- _EXERCISE_: Please tally the lines of the listing that follows where the word "road" appears, and reply with the number only.
▼▼▼
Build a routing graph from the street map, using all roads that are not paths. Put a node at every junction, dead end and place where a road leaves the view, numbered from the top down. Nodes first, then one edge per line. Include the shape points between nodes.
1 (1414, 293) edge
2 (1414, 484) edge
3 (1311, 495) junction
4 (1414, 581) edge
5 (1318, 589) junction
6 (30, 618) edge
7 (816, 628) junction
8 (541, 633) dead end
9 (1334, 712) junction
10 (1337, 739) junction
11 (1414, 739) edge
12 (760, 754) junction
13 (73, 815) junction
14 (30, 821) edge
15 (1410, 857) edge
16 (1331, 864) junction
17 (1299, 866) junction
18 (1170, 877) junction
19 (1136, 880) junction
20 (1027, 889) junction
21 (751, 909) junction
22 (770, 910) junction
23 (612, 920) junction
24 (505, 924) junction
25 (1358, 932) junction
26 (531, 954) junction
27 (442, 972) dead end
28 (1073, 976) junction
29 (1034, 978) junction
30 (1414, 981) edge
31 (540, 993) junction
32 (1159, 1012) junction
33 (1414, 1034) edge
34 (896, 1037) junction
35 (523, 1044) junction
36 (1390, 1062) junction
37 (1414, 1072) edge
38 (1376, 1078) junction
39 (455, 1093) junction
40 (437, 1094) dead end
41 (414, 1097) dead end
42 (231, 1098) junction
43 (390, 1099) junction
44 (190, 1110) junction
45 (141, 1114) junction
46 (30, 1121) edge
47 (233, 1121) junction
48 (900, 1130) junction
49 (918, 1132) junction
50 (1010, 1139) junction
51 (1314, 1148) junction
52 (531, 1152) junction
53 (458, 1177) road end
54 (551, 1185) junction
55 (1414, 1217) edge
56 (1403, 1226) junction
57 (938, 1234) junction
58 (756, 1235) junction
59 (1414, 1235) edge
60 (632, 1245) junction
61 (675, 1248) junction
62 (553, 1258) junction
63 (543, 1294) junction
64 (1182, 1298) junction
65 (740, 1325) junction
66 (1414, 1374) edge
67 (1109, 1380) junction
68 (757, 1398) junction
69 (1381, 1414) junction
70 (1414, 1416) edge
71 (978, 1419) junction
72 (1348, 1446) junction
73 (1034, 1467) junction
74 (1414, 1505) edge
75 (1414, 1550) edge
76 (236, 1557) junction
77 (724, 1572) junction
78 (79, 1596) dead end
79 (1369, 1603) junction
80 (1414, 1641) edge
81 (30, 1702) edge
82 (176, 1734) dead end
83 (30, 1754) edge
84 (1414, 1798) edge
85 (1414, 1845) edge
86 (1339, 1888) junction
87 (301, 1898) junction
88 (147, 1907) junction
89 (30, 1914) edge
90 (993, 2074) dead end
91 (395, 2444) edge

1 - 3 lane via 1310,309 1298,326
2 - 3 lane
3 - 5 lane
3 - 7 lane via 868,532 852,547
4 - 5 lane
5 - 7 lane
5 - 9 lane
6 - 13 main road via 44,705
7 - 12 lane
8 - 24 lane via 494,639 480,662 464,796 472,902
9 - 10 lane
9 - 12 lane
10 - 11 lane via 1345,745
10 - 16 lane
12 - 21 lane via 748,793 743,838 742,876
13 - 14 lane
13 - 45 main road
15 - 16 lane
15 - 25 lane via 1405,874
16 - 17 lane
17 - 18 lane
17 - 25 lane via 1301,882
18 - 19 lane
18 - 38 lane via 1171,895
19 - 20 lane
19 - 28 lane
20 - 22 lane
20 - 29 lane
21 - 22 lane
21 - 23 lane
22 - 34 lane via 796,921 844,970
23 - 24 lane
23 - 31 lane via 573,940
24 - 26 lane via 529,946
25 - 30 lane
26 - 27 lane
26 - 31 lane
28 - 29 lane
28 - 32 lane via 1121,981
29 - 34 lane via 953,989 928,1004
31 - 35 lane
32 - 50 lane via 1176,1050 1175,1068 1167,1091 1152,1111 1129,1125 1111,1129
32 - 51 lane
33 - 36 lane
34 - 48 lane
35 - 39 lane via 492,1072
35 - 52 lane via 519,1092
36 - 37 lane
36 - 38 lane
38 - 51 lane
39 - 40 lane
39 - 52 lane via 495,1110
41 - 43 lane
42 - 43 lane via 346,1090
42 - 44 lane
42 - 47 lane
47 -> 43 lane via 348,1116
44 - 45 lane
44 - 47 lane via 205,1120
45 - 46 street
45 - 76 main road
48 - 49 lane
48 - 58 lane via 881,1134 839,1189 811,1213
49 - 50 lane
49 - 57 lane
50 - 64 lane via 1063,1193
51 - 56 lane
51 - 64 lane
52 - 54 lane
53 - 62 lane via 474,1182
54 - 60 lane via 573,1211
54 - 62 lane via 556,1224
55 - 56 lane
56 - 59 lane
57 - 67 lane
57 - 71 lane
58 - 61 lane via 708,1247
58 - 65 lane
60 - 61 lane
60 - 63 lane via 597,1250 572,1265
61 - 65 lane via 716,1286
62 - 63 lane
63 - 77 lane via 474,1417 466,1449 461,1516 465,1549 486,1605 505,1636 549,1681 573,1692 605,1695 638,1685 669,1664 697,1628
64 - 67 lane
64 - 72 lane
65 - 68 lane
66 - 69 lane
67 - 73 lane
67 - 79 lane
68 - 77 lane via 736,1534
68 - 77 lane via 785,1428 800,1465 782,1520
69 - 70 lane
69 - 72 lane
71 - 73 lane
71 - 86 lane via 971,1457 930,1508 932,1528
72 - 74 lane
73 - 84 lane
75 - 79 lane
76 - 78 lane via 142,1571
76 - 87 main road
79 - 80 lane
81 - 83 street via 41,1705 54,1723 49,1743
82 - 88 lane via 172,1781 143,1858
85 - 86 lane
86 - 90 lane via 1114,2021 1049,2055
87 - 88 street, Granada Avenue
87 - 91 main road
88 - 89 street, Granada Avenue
▲▲▲
- _EXERCISE OUTPUT_: 7